That tank is a terrible example of what you want to do. Packed full of fish and most of them terrible tank mates.


----------



## BillD (May 17, 2005)

For what it is worth, a couple of years ago, someone traded a large Butt in at the local Big Al's. It was about 10 to 12" long, fat and healthy looking, and came from a 180. Since the tank was being shut down, all it's tank mates were also returned to the store. The tank mates were all platies, Very large platies. These were the largest platies I every saw, many of them being 3/4" thick from side to side and around 3+" long.They were so fat they looked like balloon platies.
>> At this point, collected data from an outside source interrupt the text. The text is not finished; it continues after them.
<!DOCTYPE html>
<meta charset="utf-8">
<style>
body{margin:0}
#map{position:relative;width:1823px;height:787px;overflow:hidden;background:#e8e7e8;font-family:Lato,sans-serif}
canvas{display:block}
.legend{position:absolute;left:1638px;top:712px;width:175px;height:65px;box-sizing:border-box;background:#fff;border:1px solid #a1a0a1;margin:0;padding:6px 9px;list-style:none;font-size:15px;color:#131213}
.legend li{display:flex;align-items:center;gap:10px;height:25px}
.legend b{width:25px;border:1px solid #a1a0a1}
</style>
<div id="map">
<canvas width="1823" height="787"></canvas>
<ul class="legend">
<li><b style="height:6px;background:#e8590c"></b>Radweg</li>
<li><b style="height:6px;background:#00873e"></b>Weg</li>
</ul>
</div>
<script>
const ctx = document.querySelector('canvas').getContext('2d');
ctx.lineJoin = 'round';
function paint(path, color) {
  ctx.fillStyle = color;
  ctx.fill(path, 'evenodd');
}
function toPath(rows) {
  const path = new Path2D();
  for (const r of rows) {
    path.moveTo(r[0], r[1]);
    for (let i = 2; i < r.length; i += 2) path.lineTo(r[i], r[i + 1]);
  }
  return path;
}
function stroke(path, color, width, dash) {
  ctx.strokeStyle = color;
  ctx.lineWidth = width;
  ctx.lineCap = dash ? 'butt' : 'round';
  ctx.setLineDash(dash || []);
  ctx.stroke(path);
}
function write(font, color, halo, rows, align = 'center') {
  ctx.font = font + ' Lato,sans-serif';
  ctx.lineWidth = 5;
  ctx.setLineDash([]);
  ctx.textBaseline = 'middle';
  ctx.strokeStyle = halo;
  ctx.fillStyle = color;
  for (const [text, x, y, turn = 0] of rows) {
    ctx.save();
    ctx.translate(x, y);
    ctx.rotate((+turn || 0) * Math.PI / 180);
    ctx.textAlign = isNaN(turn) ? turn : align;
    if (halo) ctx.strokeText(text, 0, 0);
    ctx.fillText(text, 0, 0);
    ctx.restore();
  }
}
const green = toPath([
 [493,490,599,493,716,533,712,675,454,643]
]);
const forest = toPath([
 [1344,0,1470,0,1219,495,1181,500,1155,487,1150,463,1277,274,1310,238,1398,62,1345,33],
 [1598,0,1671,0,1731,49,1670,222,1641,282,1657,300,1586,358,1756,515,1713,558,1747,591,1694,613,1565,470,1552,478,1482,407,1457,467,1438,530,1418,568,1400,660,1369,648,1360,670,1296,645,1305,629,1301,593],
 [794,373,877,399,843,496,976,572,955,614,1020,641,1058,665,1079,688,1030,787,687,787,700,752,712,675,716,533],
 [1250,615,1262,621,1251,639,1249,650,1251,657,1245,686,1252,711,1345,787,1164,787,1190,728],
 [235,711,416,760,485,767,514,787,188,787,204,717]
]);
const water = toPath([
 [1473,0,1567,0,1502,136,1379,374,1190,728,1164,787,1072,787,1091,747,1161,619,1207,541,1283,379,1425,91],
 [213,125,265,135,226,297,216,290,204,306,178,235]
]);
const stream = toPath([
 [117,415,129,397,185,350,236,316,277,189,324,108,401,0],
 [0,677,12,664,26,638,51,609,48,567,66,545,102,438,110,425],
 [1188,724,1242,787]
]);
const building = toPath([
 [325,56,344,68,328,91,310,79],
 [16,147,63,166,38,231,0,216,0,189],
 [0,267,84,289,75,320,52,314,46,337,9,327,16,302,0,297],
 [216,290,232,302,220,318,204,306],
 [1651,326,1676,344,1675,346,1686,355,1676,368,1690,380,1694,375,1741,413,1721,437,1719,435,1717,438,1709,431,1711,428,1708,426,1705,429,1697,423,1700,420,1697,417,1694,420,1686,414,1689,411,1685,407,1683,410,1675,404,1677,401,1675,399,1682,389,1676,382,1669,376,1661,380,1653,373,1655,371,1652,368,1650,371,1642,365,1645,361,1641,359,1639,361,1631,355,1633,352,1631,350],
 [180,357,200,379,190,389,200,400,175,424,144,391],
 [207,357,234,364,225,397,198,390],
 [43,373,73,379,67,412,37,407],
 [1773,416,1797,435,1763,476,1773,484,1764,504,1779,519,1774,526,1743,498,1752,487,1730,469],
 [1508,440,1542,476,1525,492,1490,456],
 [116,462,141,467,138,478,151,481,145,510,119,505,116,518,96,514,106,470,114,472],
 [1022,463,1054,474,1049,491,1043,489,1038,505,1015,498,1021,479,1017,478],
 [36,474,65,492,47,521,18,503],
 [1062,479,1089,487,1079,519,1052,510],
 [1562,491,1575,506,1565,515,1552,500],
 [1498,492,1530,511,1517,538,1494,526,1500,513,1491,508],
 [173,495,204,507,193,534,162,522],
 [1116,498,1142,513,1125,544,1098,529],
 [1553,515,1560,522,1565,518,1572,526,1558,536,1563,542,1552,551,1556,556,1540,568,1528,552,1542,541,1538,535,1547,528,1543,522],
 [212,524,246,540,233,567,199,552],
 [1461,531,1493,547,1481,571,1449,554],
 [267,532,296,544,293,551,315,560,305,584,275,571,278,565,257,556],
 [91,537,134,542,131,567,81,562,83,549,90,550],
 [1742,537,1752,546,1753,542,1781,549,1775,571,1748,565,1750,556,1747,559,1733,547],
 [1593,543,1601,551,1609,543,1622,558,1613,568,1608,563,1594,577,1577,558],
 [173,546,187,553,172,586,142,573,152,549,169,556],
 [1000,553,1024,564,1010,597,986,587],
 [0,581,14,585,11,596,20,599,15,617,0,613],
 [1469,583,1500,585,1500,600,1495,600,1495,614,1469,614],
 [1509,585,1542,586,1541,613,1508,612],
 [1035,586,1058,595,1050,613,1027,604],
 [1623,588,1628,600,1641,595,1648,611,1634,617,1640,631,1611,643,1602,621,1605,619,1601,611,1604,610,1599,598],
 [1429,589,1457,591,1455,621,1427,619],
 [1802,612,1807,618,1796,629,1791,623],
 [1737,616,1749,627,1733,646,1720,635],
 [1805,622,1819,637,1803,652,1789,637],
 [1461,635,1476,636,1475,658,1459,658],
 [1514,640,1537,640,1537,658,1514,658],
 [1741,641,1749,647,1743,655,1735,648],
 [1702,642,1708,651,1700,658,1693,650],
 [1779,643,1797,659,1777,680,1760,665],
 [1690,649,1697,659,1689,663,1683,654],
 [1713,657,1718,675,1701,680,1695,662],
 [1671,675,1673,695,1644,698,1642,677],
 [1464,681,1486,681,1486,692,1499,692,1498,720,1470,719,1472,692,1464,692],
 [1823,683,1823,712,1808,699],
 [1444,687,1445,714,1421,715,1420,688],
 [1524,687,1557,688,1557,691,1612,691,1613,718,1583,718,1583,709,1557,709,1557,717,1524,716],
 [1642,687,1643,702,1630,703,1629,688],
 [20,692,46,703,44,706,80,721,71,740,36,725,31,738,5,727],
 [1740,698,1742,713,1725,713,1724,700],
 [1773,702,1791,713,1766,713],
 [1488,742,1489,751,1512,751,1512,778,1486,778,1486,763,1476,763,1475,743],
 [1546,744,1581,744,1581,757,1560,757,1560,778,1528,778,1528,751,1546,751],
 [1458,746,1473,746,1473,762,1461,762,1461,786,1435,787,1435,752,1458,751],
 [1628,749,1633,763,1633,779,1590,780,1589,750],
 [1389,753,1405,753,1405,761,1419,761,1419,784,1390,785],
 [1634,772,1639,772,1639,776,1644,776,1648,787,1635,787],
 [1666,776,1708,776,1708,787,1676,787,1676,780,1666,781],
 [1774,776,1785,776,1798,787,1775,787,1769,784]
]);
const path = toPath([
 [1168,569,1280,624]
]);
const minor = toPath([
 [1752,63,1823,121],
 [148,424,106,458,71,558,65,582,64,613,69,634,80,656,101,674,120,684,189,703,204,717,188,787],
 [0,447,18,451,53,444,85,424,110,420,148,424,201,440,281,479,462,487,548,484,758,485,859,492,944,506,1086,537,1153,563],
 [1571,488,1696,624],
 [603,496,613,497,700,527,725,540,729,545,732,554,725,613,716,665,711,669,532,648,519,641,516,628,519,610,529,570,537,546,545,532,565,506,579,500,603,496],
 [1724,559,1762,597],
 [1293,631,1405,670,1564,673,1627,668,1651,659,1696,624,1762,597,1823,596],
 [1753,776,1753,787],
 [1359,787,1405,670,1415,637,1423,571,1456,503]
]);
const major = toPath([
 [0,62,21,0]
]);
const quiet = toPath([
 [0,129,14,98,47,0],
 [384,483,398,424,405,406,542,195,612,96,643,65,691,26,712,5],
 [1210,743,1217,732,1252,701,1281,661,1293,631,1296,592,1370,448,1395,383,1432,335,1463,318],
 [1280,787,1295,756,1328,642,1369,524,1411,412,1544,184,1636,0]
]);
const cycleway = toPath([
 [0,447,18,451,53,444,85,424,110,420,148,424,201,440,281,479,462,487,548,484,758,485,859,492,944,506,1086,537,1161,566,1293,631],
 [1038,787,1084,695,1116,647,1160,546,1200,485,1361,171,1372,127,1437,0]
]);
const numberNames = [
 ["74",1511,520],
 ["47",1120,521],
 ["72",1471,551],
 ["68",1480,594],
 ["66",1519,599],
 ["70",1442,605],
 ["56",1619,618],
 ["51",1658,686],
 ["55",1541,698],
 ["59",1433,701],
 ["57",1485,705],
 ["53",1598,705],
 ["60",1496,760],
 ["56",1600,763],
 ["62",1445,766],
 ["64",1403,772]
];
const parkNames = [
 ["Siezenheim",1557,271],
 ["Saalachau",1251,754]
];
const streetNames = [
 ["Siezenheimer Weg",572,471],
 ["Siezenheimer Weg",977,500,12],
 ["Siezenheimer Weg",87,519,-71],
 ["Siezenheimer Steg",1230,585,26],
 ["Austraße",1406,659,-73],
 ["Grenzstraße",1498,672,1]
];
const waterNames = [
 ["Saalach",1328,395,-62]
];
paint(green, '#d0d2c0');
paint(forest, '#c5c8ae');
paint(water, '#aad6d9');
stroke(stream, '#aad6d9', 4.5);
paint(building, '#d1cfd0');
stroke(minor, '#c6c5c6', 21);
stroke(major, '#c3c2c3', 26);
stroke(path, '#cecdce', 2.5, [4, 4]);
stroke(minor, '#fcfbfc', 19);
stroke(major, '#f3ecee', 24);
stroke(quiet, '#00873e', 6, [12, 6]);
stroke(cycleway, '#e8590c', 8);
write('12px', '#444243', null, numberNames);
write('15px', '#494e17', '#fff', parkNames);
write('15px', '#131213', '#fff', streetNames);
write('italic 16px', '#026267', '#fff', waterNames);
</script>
Apparenetly they got along without any issues.


----------



## Yael (Nov 25, 2012)

DJRansome said:


> Crocodile.


 :  lol:


----------



## Chromedome52 (Jul 25, 2009)

> Here is one video I found with a Tilapia Buttikoferi living with many *other *lake malawi cichlids


The fact that you posted in the Malawian section, combined with the above statement, suggests that you believe _T. buttikoferi _to be a Malawian Cichlid. It is a substrate spawning species from West Africa, and is not suited to the water conditions of the Rift Lakes. A single specimen eventually requires a very large tank for himself, just based on biomass/waste production. Non-Cichlid tankmates might be workable because they are not recognized as competitors, but should the Butthead turn out to be male, other Cichlids are 90% likely to be killed.


----------



## 1025667 (Dec 20, 2012)

I actually just brought him back today. He was about 5 inches and being VERY aggressive to my 3, 7 inch Blue Dolphins.


----------



## mjcolman56 (Nov 26, 2012)

I'm glad you took him back before it was too late.


----------



## ciclideos (Sep 19, 2014)

Crocodile? Someone has already thought of that


----------